| Data records |
§

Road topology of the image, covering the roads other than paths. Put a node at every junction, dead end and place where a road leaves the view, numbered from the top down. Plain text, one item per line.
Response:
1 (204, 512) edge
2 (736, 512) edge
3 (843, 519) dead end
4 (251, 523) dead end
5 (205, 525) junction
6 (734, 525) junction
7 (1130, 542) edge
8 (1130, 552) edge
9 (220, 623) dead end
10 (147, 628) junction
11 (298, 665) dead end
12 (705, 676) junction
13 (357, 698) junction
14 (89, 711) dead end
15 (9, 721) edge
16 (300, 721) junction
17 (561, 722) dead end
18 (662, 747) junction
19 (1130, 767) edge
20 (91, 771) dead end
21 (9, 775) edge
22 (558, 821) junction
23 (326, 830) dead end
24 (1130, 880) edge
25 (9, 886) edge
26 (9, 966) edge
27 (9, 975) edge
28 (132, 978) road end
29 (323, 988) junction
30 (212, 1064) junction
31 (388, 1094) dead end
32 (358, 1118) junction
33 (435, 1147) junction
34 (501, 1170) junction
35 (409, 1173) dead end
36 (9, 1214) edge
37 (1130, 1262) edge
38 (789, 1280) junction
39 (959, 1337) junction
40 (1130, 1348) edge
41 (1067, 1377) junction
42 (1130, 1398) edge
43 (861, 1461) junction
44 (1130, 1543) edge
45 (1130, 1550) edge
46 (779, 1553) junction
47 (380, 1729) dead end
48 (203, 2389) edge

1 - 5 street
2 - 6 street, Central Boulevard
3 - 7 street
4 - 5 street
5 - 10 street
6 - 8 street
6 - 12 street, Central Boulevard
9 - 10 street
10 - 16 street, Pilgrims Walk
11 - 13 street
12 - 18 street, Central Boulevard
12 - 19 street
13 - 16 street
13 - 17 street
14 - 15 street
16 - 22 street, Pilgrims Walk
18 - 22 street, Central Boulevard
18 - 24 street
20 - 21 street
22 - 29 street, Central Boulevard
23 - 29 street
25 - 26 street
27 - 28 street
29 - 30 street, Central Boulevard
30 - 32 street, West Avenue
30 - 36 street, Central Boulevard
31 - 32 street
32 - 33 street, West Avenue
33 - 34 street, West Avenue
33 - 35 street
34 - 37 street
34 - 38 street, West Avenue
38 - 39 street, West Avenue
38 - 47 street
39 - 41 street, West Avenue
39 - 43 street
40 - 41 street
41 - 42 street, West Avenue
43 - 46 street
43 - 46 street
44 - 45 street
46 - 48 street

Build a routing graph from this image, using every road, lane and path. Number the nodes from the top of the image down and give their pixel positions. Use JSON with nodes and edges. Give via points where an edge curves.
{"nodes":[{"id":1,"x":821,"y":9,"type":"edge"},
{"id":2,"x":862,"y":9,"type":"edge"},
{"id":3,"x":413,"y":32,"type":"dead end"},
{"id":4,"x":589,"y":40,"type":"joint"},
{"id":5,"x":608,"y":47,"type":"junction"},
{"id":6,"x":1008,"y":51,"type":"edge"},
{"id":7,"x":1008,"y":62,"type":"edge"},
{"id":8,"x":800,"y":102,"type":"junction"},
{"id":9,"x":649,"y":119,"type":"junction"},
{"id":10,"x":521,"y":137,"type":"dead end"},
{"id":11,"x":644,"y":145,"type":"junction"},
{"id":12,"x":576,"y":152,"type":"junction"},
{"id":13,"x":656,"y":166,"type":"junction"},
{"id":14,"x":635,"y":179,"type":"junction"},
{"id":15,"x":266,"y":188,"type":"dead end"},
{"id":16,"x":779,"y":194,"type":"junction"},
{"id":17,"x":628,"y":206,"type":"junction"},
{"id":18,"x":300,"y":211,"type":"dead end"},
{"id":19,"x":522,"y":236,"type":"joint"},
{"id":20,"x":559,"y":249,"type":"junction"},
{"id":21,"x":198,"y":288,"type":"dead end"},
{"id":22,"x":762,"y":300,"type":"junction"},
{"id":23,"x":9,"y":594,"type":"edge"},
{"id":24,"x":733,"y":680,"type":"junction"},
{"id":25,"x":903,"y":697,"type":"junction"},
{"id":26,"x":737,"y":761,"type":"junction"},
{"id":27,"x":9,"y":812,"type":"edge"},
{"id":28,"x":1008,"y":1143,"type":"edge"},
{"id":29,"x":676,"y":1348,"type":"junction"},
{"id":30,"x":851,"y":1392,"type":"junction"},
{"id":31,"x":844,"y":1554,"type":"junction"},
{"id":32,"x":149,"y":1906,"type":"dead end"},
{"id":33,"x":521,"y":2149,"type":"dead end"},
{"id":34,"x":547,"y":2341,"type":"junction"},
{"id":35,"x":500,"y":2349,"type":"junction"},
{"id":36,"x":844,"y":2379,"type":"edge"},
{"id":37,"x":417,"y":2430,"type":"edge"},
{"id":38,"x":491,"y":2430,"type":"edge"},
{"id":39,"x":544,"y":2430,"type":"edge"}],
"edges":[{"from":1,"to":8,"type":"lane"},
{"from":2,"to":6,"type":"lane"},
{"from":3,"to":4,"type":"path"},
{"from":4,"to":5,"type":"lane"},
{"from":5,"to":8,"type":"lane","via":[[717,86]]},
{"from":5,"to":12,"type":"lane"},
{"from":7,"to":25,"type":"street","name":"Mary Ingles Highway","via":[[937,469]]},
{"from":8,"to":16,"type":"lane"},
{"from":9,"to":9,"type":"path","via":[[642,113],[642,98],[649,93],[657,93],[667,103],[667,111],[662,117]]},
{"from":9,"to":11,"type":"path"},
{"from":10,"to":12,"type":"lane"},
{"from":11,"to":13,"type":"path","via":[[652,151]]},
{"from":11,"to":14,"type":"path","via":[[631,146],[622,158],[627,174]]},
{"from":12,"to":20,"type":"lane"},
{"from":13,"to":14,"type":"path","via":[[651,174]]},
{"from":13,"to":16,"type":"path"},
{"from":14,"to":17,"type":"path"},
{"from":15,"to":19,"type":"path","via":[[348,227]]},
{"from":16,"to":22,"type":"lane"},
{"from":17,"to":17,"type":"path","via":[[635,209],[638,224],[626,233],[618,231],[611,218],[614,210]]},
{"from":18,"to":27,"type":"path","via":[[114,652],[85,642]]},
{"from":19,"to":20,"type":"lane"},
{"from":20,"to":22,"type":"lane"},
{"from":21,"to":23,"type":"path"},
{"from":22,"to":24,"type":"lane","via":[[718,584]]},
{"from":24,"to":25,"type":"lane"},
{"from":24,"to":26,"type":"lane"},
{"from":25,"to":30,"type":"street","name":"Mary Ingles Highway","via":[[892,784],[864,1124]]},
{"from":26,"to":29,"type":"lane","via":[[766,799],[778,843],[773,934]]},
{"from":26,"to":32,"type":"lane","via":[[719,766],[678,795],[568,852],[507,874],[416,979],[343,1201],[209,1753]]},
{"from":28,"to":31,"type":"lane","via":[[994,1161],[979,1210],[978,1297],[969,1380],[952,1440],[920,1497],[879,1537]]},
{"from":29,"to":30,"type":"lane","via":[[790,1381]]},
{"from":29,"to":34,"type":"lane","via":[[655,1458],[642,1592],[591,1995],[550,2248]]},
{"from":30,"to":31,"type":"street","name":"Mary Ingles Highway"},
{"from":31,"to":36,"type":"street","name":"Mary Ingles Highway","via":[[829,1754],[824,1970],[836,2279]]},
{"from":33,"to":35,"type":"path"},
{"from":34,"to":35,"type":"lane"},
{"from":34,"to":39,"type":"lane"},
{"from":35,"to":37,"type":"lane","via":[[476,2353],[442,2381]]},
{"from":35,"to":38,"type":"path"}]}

§

| WHAT IS REQUIRED |
If the string "name" is in a line of the entries, pick that line out.

| SOLVED EXERCISE |
{"from":7,"to":25,"type":"street","name":"Mary Ingles Highway","via":[[937,469]]},
{"from":25,"to":30,"type":"street","name":"Mary Ingles Highway","via":[[892,784],[864,1124]]},
{"from":30,"to":31,"type":"street","name":"Mary Ingles Highway"},
{"from":31,"to":36,"type":"street","name":"Mary Ingles Highway","via":[[829,1754],[824,1970],[836,2279]]},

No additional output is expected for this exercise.